Bobby had never held a gun before. Even pointing away from him, it scared him. I was wrong. Bobby realized now that he had one in his hand. I'm not a killer, it dawned on him. If I was a killer I would just point this forward and shoot Lester in the head.
"It's for the best, coming from you," Lester kept talking. "I'm sure Snowden would appreciate that if it had to be done, it was done by a friend."
Bobby started running as soon as he was out of sight of the lodge's windows. The first pay phone he found he seized, Piper's number still imprinted from all those calls so long ago. When she refused to pick up, Bobby settled for a frantic message and immediately after disconnecting checked his own machine.

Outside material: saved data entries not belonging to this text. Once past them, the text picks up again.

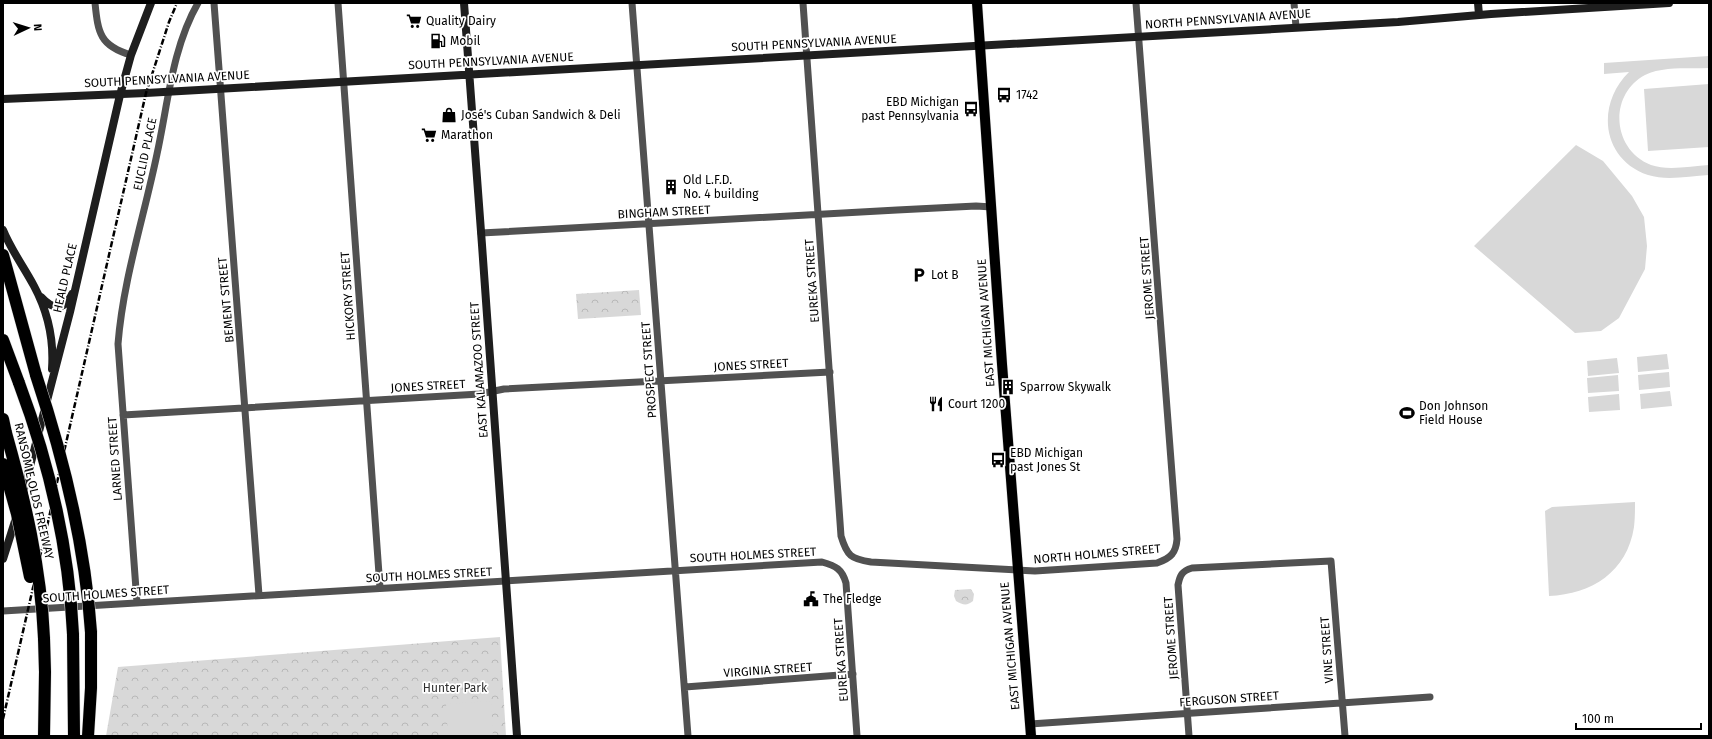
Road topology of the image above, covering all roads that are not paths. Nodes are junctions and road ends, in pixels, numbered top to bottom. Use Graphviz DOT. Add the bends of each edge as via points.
graph roads {
  1 [pos="95,3"];
  2 [pos="151,3"];
  3 [pos="198,3"];
  4 [pos="214,3"];
  5 [pos="338,3"];
  6 [pos="464,3"];
  7 [pos="632,3"];
  8 [pos="802,3"];
  9 [pos="977,3"];
  10 [pos="1136,3"];
  11 [pos="1294,3"];
  12 [pos="1478,3"];
  13 [pos="1669,3"];
  14 [pos="1479,15"];
  15 [pos="1296,27"];
  16 [pos="1139,37"];
  17 [pos="980,46"];
  18 [pos="131,55"];
  19 [pos="806,56"];
  20 [pos="637,65"];
  21 [pos="469,74"];
  22 [pos="345,82"];
  23 [pos="221,89"];
  24 [pos="168,92"];
  25 [pos="120,95"];
  26 [pos="3,99"];
  27 [pos="992,207"];
  28 [pos="818,215"];
  29 [pos="649,224"];
  30 [pos="3,230"];
  31 [pos="481,233"];
  32 [pos="3,255"];
  33 [pos="75,288"];
  34 [pos="39,296"];
  35 [pos="120,313"];
  36 [pos="3,340"];
  37 [pos="830,372"];
  38 [pos="661,381"];
  39 [pos="50,389"];
  40 [pos="492,392"];
  41 [pos="367,400"];
  42 [pos="246,407"];
  43 [pos="123,415"];
  44 [pos="3,419"];
  45 [pos="3,464"];
  46 [pos="1175,551"];
  47 [pos="3,559"];
  48 [pos="1190,569"];
  49 [pos="676,571"];
  50 [pos="1018,571"];
  51 [pos="506,582"];
  52 [pos="846,583"];
  53 [pos="380,588"];
  54 [pos="260,595"];
  55 [pos="136,603"];
  56 [pos="3,611"];
  57 [pos="41,637"];
  58 [pos="853,674"];
  59 [pos="685,687"];
  60 [pos="1430,697"];
  61 [pos="1342,703"];
  62 [pos="1187,713"];
  63 [pos="1030,724"];
  64 [pos="44,736"];
  65 [pos="74,736"];
  66 [pos="88,736"];
  67 [pos="517,736"];
  68 [pos="688,736"];
  69 [pos="857,736"];
  70 [pos="1031,736"];
  71 [pos="1189,736"];
  72 [pos="1345,736"];
  1 -- 18 [label="street" via="100,32 106,42 113,49"];
  2 -- 18 [label="main road, HEALD PLACE"];
  3 -- 24 [label="street, EUCLID PLACE" via="182,38"];
  4 -- 23 [label="street, BEMENT STREET"];
  5 -- 22 [label="street, HICKORY STREET"];
  6 -- 21 [label="main road, EAST KALAMAZOO STREET"];
  7 -- 20 [label="street, PROSPECT STREET"];
  8 -- 19 [label="street, EUREKA STREET"];
  9 -- 17 [label="main road, EAST MICHIGAN AVENUE"];
  10 -- 16 [label="street, JEROME STREET"];
  11 -- 15 [label="street"];
  12 -- 14 [label="main road"];
  13 -- 14 [label="main road, NORTH PENNSYLVANIA AVENUE"];
  14 -- 15 [label="main road, NORTH PENNSYLVANIA AVENUE"];
  15 -- 16 [label="main road, NORTH PENNSYLVANIA AVENUE"];
  16 -- 17 [label="main road, NORTH PENNSYLVANIA AVENUE"];
  16 -- 46 [label="street, JEROME STREET" via="1176,531"];
  17 -- 19 [label="main road, SOUTH PENNSYLVANIA AVENUE"];
  17 -- 27 [label="main road, EAST MICHIGAN AVENUE"];
  18 -- 25 [label="main road, HEALD PLACE"];
  19 -- 20 [label="main road, SOUTH PENNSYLVANIA AVENUE"];
  19 -- 28 [label="street, EUREKA STREET"];
  20 -- 21 [label="main road, SOUTH PENNSYLVANIA AVENUE"];
  20 -- 29 [label="street, PROSPECT STREET"];
  21 -- 22 [label="main road, SOUTH PENNSYLVANIA AVENUE"];
  21 -- 31 [label="main road, EAST KALAMAZOO STREET"];
  22 -- 23 [label="main road, SOUTH PENNSYLVANIA AVENUE"];
  22 -- 41 [label="street, HICKORY STREET"];
  23 -- 24 [label="main road, SOUTH PENNSYLVANIA AVENUE"];
  23 -- 42 [label="street, BEMENT STREET"];
  24 -- 25 [label="main road, SOUTH PENNSYLVANIA AVENUE"];
  24 -- 35 [label="street, EUCLID PLACE" via="157,154"];
  25 -- 26 [label="main road, SOUTH PENNSYLVANIA AVENUE"];
  25 -- 33 [label="main road, HEALD PLACE"];
  27 -- 28 [label="street, BINGHAM STREET"];
  27 -- 50 [label="main road, EAST MICHIGAN AVENUE"];
  28 -- 29 [label="street, BINGHAM STREET"];
  28 -- 37 [label="street, EUREKA STREET"];
  29 -- 31 [label="street, BINGHAM STREET"];
  29 -- 38 [label="street, PROSPECT STREET"];
  30 -- 34 [label="main road"];
  31 -- 40 [label="main road, EAST KALAMAZOO STREET"];
  32 -- 66 [label="highway, bridge" via="76,517 86,574 91,632"];
  33 -- 34 [label="main road" via="68,301 59,306 49,305"];
  33 -- 39 [label="main road, HEALD PLACE"];
  34 -- 39 [label="main road" via="48,319 52,342"];
  35 -- 43 [label="street, LARNED STREET" via="118,344"];
  36 -- 65 [label="highway, RANSOM E OLDS FREEWAY, bridge" via="37,434 53,497 66,565 73,634"];
  37 -- 38 [label="street, JONES STREET"];
  37 -- 50 [label="street, EUREKA STREET" via="841,536 845,550 856,559 871,562"];
  38 -- 40 [label="street, JONES STREET" via="504,389"];
  38 -- 49 [label="street, PROSPECT STREET"];
  39 -- 47 [label="main road, HEALD PLACE" via="12,534"];
  40 -- 41 [label="street, JONES STREET"];
  40 -- 51 [label="main road, EAST KALAMAZOO STREET"];
  41 -- 42 [label="street, JONES STREET"];
  41 -- 53 [label="street, HICKORY STREET"];
  42 -- 43 [label="street, JONES STREET"];
  42 -- 54 [label="street, BEMENT STREET"];
  43 -- 55 [label="street, LARNED STREET"];
  44 -- 57 [label="highway, RANSOM E OLDS FREEWAY, bridge" via="33,542 41,596"];
  45 -- 57 [label="highway, bridge" via="16,509"];
  46 -- 50 [label="street, NORTH HOLMES STREET" via="1169,559 1157,563"];
  48 -- 61 [label="street, VINE STREET" via="1331,562"];
  48 -- 62 [label="street, JEROME STREET" via="1180,577 1178,585"];
  49 -- 51 [label="street, SOUTH HOLMES STREET"];
  49 -- 52 [label="street, SOUTH HOLMES STREET" via="822,562 839,568"];
  49 -- 59 [label="street, PROSPECT STREET"];
  50 -- 63 [label="main road, EAST MICHIGAN AVENUE"];
  51 -- 53 [label="street, SOUTH HOLMES STREET"];
  51 -- 67 [label="main road, EAST KALAMAZOO STREET"];
  52 -- 58 [label="street, EUREKA STREET"];
  53 -- 54 [label="street, SOUTH HOLMES STREET"];
  54 -- 55 [label="street, SOUTH HOLMES STREET"];
  55 -- 56 [label="street, SOUTH HOLMES STREET"];
  57 -- 64 [label="highway, RANSOM E OLDS FREEWAY" via="45,699"];
  58 -- 59 [label="street, VIRGINIA STREET"];
  58 -- 69 [label="street, EUREKA STREET"];
  59 -- 68 [label="street, PROSPECT STREET"];
  60 -- 61 [label="street, FERGUSON STREET"];
  61 -- 62 [label="street, FERGUSON STREET"];
  61 -- 72 [label="street, VINE STREET"];
  62 -- 63 [label="street, FERGUSON STREET"];
  62 -- 71 [label="street, JEROME STREET"];
  63 -- 70 [label="main road, EAST MICHIGAN AVENUE"];
}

That Bobby had seventeen messages was a complete shock to him. The first fifteen were the repetitive the sound of a phone hanging up again. Number sixteen was her blessed voice accusing him of creating "a damn Trojan horse for my heart" and declaring defiantly that she was on her way over to break in. Number seventeen was Piper's voice too. The words were almost identical to the ones Bobby had just left on her machine. Slightly different phrases, but the same basic warning of danger. The same person to avoid. The same promise of relentless search, the same rushed parting, "I love you, be careful."

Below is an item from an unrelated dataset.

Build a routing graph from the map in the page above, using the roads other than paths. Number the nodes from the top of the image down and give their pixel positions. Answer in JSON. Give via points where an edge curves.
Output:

Snowden was pretty damn sure it was Piper even before he opened his door. He'd met other people in his life relentless and stubborn enough to ring someone
's bell for twelve straight minutes, but none of them lived in New York.
"Where is Bobby? Did you help him with his books? I need to talk to him. If he's at work, I need you to find him and get him." Snowden's apartment was so dirty that he decided it would seem insincere to offer an excuse for this. Instead, Snowden offered Piper a drink, which she declined with such annoyance that he got offended.
"Oh so you laying up with him now? That's fine, I'm cool with that. You're a good person, showing pity on that cat. Don't go breaking his heart when you get bored, though, all right?" Snowden requested. The light was still hurting his eyes and he was tempted to invite her back into the closet.
"Snowden, this is some serious shit. I need to talk to him. I need to talk to you too, you're both in it. I'm not joking, I'm talking real danger."
"Oh fuck," Snowden managed. He had begun to recognize mortal fear, and this wasn't an act. Snowden seated himself in shock, left her standing. "Jesus Christ, you're about to tell me you're HIV positive, aren't you?"
"No! Could you at least pretend not to be an idiot for one second?" Piper asked. Snowden shrugged a maybe, went looking through his pockets for cigarettes. "Look, there's something going on at Horizon. I was in Lester's office and I found folders — "
"What the hell were you doing snooping around Lester's office?" Snowden asked her. "Damn, woman! I told you about that shit, I told you not to enter that world! What's wrong with you?"
"I . . . found," Piper continued louder, rolled her eyes, and punched out the words to knock his own back once more, "I found folders on the people who died, Snowden. The accident victims. All of them, right there in Lester's drawers, every name I could remember."